Vagamente, en el gemido rumoroso del follaje
se oían golpes sordos de sierras y de hachas; pero el cuarto día se reconoció que
todo trabajo era imposible. La hierba crecía demasiado alta, demasiado espesa. Lianas
trepadoras se enroscaban en los brazos de los leñadores y agarrotaban sus movimientos.
Por otra parte, las casas se volvieron inhabitables; los muebles, cargados de hojas,
habían perdido la forma. Los techos se hundieron perforados por las lanzas de las
yucas, los largos espinos de la caoba; y en lugar de techumbres se instaló la cúpula
inmensa de las catalpas.

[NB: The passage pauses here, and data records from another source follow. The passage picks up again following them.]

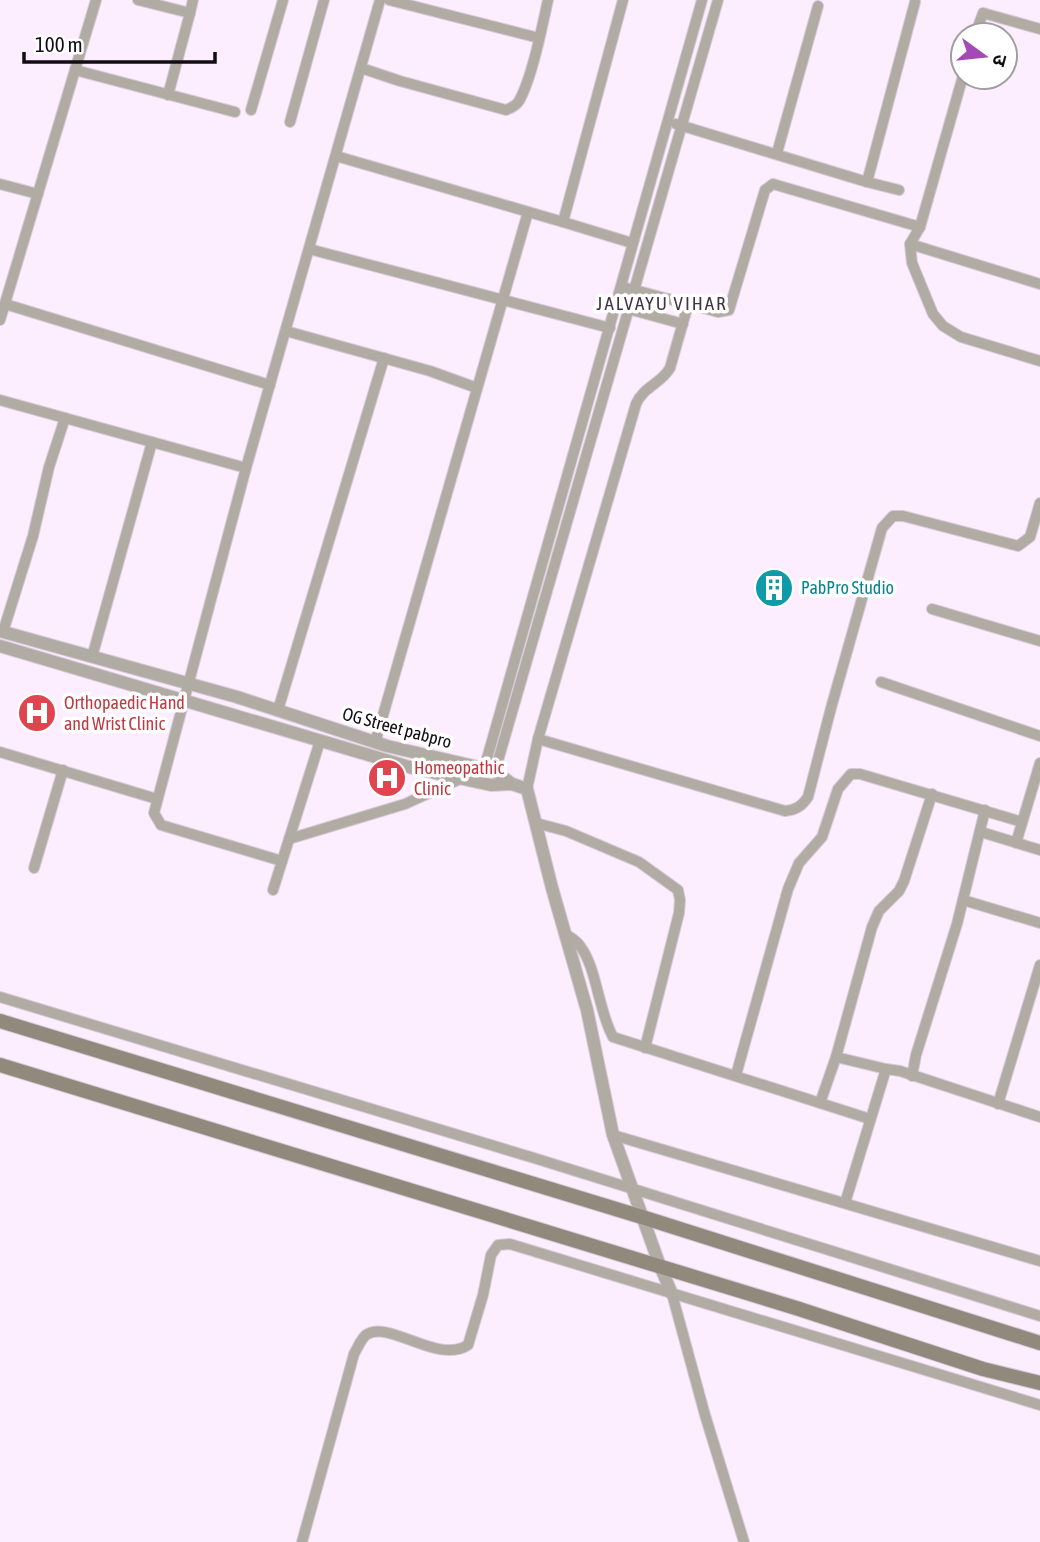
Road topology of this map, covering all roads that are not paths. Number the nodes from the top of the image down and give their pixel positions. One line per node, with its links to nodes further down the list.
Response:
1 (96, 0): 21 (street)
2 (138, 0): 14 (street)
3 (193, 0): 14 (street)
4 (283, 0): 24 (street)
5 (324, 0): 26 (street)
6 (380, 0): 20 (street)
7 (389, 0): 19 (street)
8 (548, 0): 19 (street)
9 (623, 0): 36 (street)
10 (702, 0): 27 (street)
11 (718, 0): 28 (street)
12 (915, 2): 31 (street)
13 (818, 6): 29 (street)
14 (190, 13): 23 (street)
15 (980, 21): 16 (street)
16 (1012, 21)
17 (1019, 23): 18 (street)
18 (1040, 29)
19 (539, 37): 20 (street)
20 (361, 68): 30 (street)
21 (75, 70): 23 (street); 34 (street)
22 (959, 91): 37 (street)
23 (168, 95): 25 (street)
24 (251, 110)
25 (236, 112)
26 (290, 122)
27 (667, 122): 28 (street); 38 (street)
28 (681, 126): 29 (street); 43 (street)
29 (777, 153): 31 (street)
30 (336, 156): 35 (street); 40 (street)
31 (867, 182): 33 (street)
32 (0, 184): 34 (street)
33 (899, 190)
34 (38, 194): 45 (street)
35 (528, 212): 36 (street); 44 (street)
36 (563, 222): 38 (street)
37 (920, 227): 39 (street); 46 (street)
38 (632, 243): 42 (street)
39 (910, 244): 41 (street); 54 (street)
40 (309, 249): 44 (street); 52 (street)
41 (1040, 284)
42 (621, 286): 43 (street); 47 (street)
43 (634, 290): 46 (street); 48 (street)
44 (503, 300): 51 (street); 56 (street)
45 (5, 304): 49 (street); 55 (street)
46 (688, 304): 50 (street)
47 (616, 306): 48 (street); 51 (street)
48 (628, 310): 50 (street); 78 (street)
49 (0, 320)
50 (683, 324): 72 (street)
51 (610, 328): 78 (street)
52 (286, 331): 53 (street); 55 (street)
53 (384, 358): 56 (street); 70 (street)
54 (1040, 361)
55 (270, 384): 60 (street)
56 (477, 388): 74 (street)
57 (0, 400): 58 (street)
58 (65, 418): 59 (street); 63 (street)
59 (152, 442): 60 (street); 66 (street)
60 (246, 468): 68 (street)
61 (1040, 503): 72 (street)
62 (932, 608): 64 (street)
63 (2, 631): 66 (street, OG Street pabpro)
64 (1040, 640)
65 (0, 646): 69 (street, OG Street pabpro)
66 (92, 657): 68 (street, OG Street pabpro)
67 (881, 682): 71 (street)
68 (190, 684): 69 (street); 70 (street, OG Street pabpro)
69 (186, 700): 73 (street, OG Street pabpro); 84 (street)
70 (278, 710): 74 (street, OG Street pabpro)
71 (1040, 736)
72 (538, 739): 82 (street)
73 (320, 741): 79 (street, OG Street pabpro); 89 (street)
74 (375, 743): 78 (street, OG Street pabpro)
75 (0, 752): 77 (street)
76 (1040, 763): 86 (street)
77 (63, 770): 84 (street); 93 (street)
78 (489, 770): 80 (street); 81 (street, OG Street pabpro)
79 (460, 779): 80 (street, OG Street pabpro); 89 (street)
80 (485, 784): 81 (street, OG Street pabpro)
81 (512, 784): 82 (street)
82 (527, 789): 87 (street)
83 (932, 794): 85 (street); 102 (street); 105 (street)
84 (158, 799): 92 (street)
85 (985, 810): 86 (street); 88 (street)
86 (1022, 822): 90 (street)
87 (536, 823): 97 (street); 101 (street)
88 (981, 832): 90 (street); 95 (street)
89 (289, 839): 92 (street)
90 (1016, 843): 91 (street)
91 (1040, 850)
92 (282, 862): 94 (street)
93 (34, 868)
94 (273, 890)
95 (963, 900): 96 (street); 106 (street)
96 (1040, 923)
97 (567, 935): 101 (street); 111 (street)
98 (1040, 965): 108 (street)
99 (0, 997): 112 (street)
100 (0, 1021): 114 (main road)
101 (645, 1048): 105 (street)
102 (836, 1057): 104 (street); 107 (street)
103 (0, 1065): 116 (main road)
104 (886, 1069): 106 (street); 110 (street)
105 (736, 1075): 107 (street)
106 (912, 1076): 108 (street)
107 (820, 1103): 110 (street)
108 (998, 1104): 109 (street)
109 (1040, 1117)
110 (870, 1119): 113 (street)
111 (613, 1135): 112 (street); 113 (street)
112 (632, 1190): 114 (street); 118 (street)
113 (845, 1203): 115 (street)
114 (642, 1217): 116 (street); 119 (main road)
115 (1040, 1261)
116 (660, 1266): 117 (street); 120 (main road)
117 (672, 1294): 121 (street); 122 (street); 123 (street)
118 (1040, 1316)
119 (1040, 1343)
120 (1040, 1383)
121 (1040, 1405)
122 (302, 1542)
123 (744, 1542)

Era el fin. Había que huir.
A través del apretujamiento de plantas y de
ramas que avanzaba cada vez más, los habitantes de Wood’stown, espantados, se precipitaron
hacia el río, arrastrando en su huida lo que podían de sus riquezas y objetos preciosos.

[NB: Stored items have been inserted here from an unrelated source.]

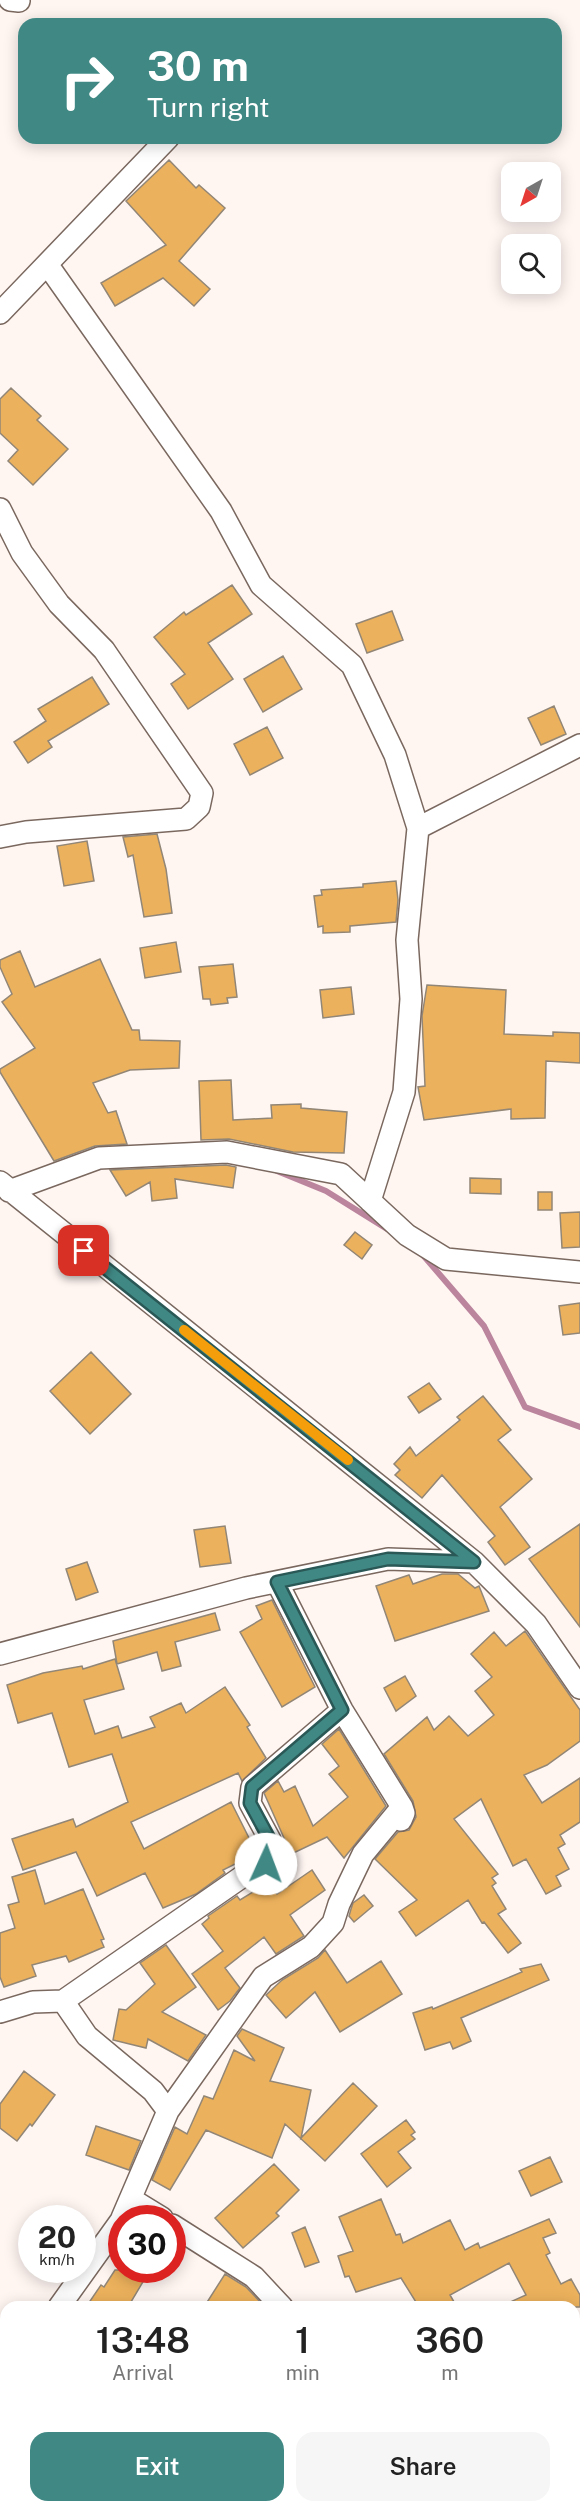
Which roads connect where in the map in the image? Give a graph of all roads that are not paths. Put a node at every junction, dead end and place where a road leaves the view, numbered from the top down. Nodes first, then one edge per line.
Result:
1 (162, 144) edge
2 (47, 264) junction
3 (0, 313) edge
4 (0, 509) edge
5 (580, 745) edge
6 (417, 828) junction
7 (0, 837) edge
8 (5, 1187) edge
9 (370, 1201) junction
10 (580, 1272) edge
11 (474, 1562) junction
12 (277, 1582) junction
13 (0, 1654) edge
14 (580, 1688) edge
15 (342, 1710) junction
16 (63, 2001) junction
17 (0, 2012) edge
18 (168, 2111) junction
19 (131, 2199) junction
20 (128, 2205) edge
21 (141, 2205) edge
22 (186, 2234) edge
23 (108, 2238) edge
24 (62, 2301) edge
25 (276, 2301) edge

1 - 2 street
2 - 3 street
2 - 6 street
4 - 7 street
5 - 6 street
6 - 9 street
8 - 9 street
8 - 11 street
9 - 10 street
11 - 12 street
11 - 14 street
12 - 13 street
12 - 15 street
15 - 16 street
15 - 18 street
16 - 17 street
16 - 18 street
18 - 19 street
19 - 20 street
19 - 21 street
22 - 25 street
23 - 24 street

¡Pero cuántas dificultades para llegar al borde del agua! Ya no quedaban muelles.
Nada más que musgos gigantescos. Los astilleros marítimos, donde se guardaban las
maderas para la construcción, habían dejado lugar a bosques de pinos; y en el puerto,
lleno de flores, los barcos nuevos parecían islas de verdor. Por suerte se encontraban
allí algunas fragatas blindadas en las que se refugió la muchedumbre desde donde
pudieron ver al viejo bosque unirse victorioso con el bosque joven.
Poco a poco los árboles confundieron sus copas
y bajo el cielo azul resplandeciente de sol, la enorme masa del follaje se extendió
desde el borde del río hasta el lejano horizonte. Ni rastro quedó de la ciudad,
ni de techos, ni de muros. A veces un ruido sordo de algo que se desmoronaba, último
eco de las ruinas, donde se oía el golpe de hacha de un leñador enfurecido, retumbaba
en las profundidades del follaje. Solamente el silencio vibrante, rumoroso, zumbante
de nubes de mariposas blancas que giraban sobre la ribera desierta, y lejos, hacia
alta mar, un barco que huía, con tres grandes árboles verdes erguidos en medio de
sus velas, llevaba los últimos emigrantes de lo que fue Wood’stown…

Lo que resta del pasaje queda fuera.